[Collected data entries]

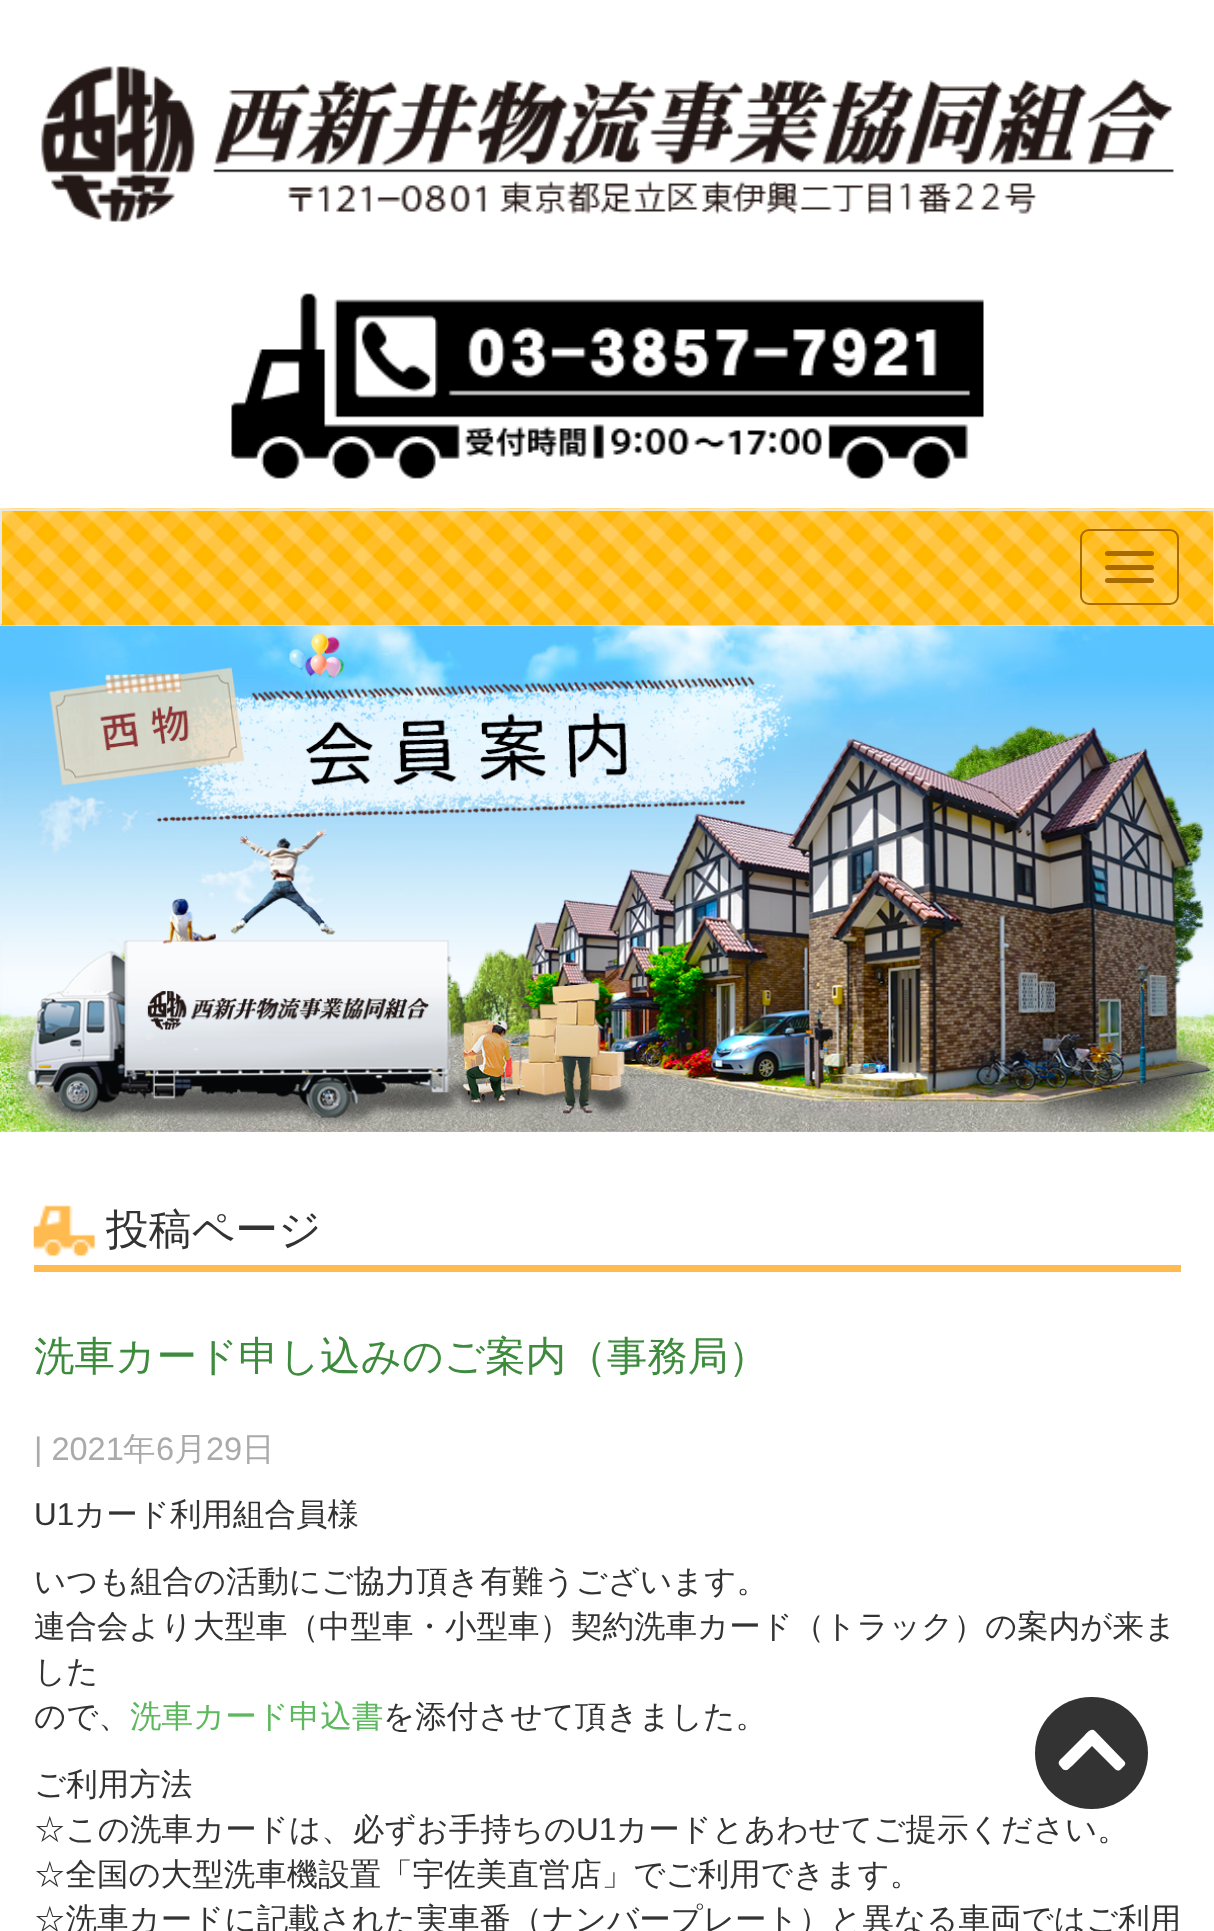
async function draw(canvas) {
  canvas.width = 1214
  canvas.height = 1931
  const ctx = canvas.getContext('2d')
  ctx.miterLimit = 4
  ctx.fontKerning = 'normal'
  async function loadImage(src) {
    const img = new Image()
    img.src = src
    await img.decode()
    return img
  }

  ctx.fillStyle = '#fff'
  ctx.fillRect(0, 0, 1214, 1931)
  ctx.drawImage(await loadImage('image0.png'), 41, 66, 1133, 156)
  ctx.drawImage(await loadImage('image1.png'), 231, 293, 753, 186)
  ctx.fillStyle = '#f8f8f8'
  ctx.fillRect(0, 625, 1214, 1)
  ctx.drawImage(await loadImage('image2.png'), 0, 508, 1214, 118)
  ctx.fillStyle = '#e7e7e7'
  ctx.fillRect(0, 509, 1214, 2)
  ctx.beginPath()
  ctx.moveTo(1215, 508)
  ctx.lineTo(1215, 626)
  ctx.lineTo(1213, 623)
  ctx.lineTo(1213, 511)
  ctx.closePath()
  ctx.fill()
  ctx.beginPath()
  ctx.moveTo(0, 626)
  ctx.lineTo(0, 508)
  ctx.lineTo(2, 511)
  ctx.lineTo(2, 623)
  ctx.closePath()
  ctx.fill()
  ctx.beginPath()
  ctx.roundRect(1081, 530, 97, 74, 8)
  ctx.strokeStyle = '#a96a00'
  ctx.lineWidth = 2
  ctx.stroke()
  ctx.fillStyle = '#a96a00'
  ctx.beginPath()
  ctx.roundRect(1105, 551, 49, 5, 2.5)
  ctx.fill()
  ctx.beginPath()
  ctx.roundRect(1105, 565, 49, 5, 2.5)
  ctx.fill()
  ctx.beginPath()
  ctx.roundRect(1105, 578, 49, 5, 2.5)
  ctx.fill()
  ctx.drawImage(await loadImage('image3.png'), 0, 626, 1214, 506)
  ctx.drawImage(await loadImage('image4.png'), 4, 633, 1210, 499)
  ctx.drawImage(await loadImage('image5.png'), 33, 1205, 63, 52)
  ctx.fillStyle = '#ffbb50'
  ctx.fillRect(34, 1265, 1147, 7)
  ctx.font = '500 42.75px WenQuanYi Zen Hei'
  ctx.fillStyle = '#333'
  ctx.fillText('投稿ページ', 106, 1244)
  ctx.font = '500 40.5px WenQuanYi Zen Hei'
  ctx.fillStyle = '#3e8b3e'
  ctx.fillText('洗車カード申し込みのご案内（事務局）', 34, 1370)
  ctx.font = '32.5px Liberation Sans'
  ctx.fillStyle = '#aaa'
  ctx.fillText('| 2021', 34, 1460)
  ctx.font = '500 32.5px WenQuanYi Zen Hei'
  ctx.fillText('年', 123, 1460)
  ctx.font = '32.5px Liberation Sans'
  ctx.fillText('6', 156, 1460)
  ctx.font = '500 32.5px WenQuanYi Zen Hei'
  ctx.fillText('月', 174, 1460)
  ctx.font = '32.5px Liberation Sans'
  ctx.fillText('29', 206, 1460)
  ctx.font = '500 32.5px WenQuanYi Zen Hei'
  ctx.fillText('日', 242, 1460)
  ctx.font = '31.5px Liberation Sans'
  ctx.fillStyle = '#333'
  ctx.fillText('U1', 34, 1525)
  ctx.font = '500 31.5px WenQuanYi Zen Hei'
  ctx.fillText('カード利用組合員様', 74, 1525)
  ctx.fillText('いつも組合の活動にご協力頂き有難うございます。', 34, 1592)
  ctx.fillText('連合会より大型車（中型車・小型車）契約洗車カード（トラック）の案内が来ま', 34, 1637)
  ctx.fillText('した', 34, 1682)
  ctx.fillText('ので、', 34, 1727)
  ctx.fillStyle = '#5cb85c'
  ctx.fillText('洗車カード申込書', 130, 1727)
  ctx.fillStyle = '#333'
  ctx.fillText('を添付させて頂きました。', 383, 1727)
  ctx.fillText('ご利用方法', 34, 1795)
  ctx.fillText('☆この洗車カードは、必ずお手持ちの', 34, 1840)
  ctx.font = '31.5px Liberation Sans'
  ctx.fillText('U1', 576, 1840)
  ctx.font = '500 31.5px WenQuanYi Zen Hei'
  ctx.fillText('カードとあわせてご提示ください。', 616, 1840)
  ctx.fillText('☆全国の大型洗車機設置「宇佐美直営店」でご利用できます。', 34, 1885)
  ctx.fillText('☆洗車カードに記載された実車番（ナンバープレート）と異なる車両ではご利用', 34, 1930)
  ctx.beginPath()
  ctx.roundRect(1035, 1697, 113, 112, 56)
  ctx.fill()
  ctx.fillStyle = '#fff'
  ctx.beginPath()
  ctx.moveTo(1095, 1731)
  ctx.lineTo(1124, 1761)
  ctx.bezierCurveTo(1127, 1764, 1124, 1766, 1122, 1768)
  ctx.bezierCurveTo(1118, 1773, 1116, 1770, 1112, 1766)
  ctx.lineTo(1092, 1746)
  ctx.lineTo(1072, 1766)
  ctx.bezierCurveTo(1070, 1767, 1068, 1771, 1065, 1770)
  ctx.bezierCurveTo(1063, 1770, 1062, 1768, 1061, 1767)
  ctx.bezierCurveTo(1056, 1762, 1060, 1760, 1064, 1756)
  ctx.lineTo(1084, 1736)
  ctx.bezierCurveTo(1086, 1734, 1091, 1727, 1095, 1731)
  ctx.closePath()
  ctx.fill()
}

draw(document.querySelector('canvas'))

Assignment: For the records above, state how many lines contain the word "function". Give only the number.

The completed task: 2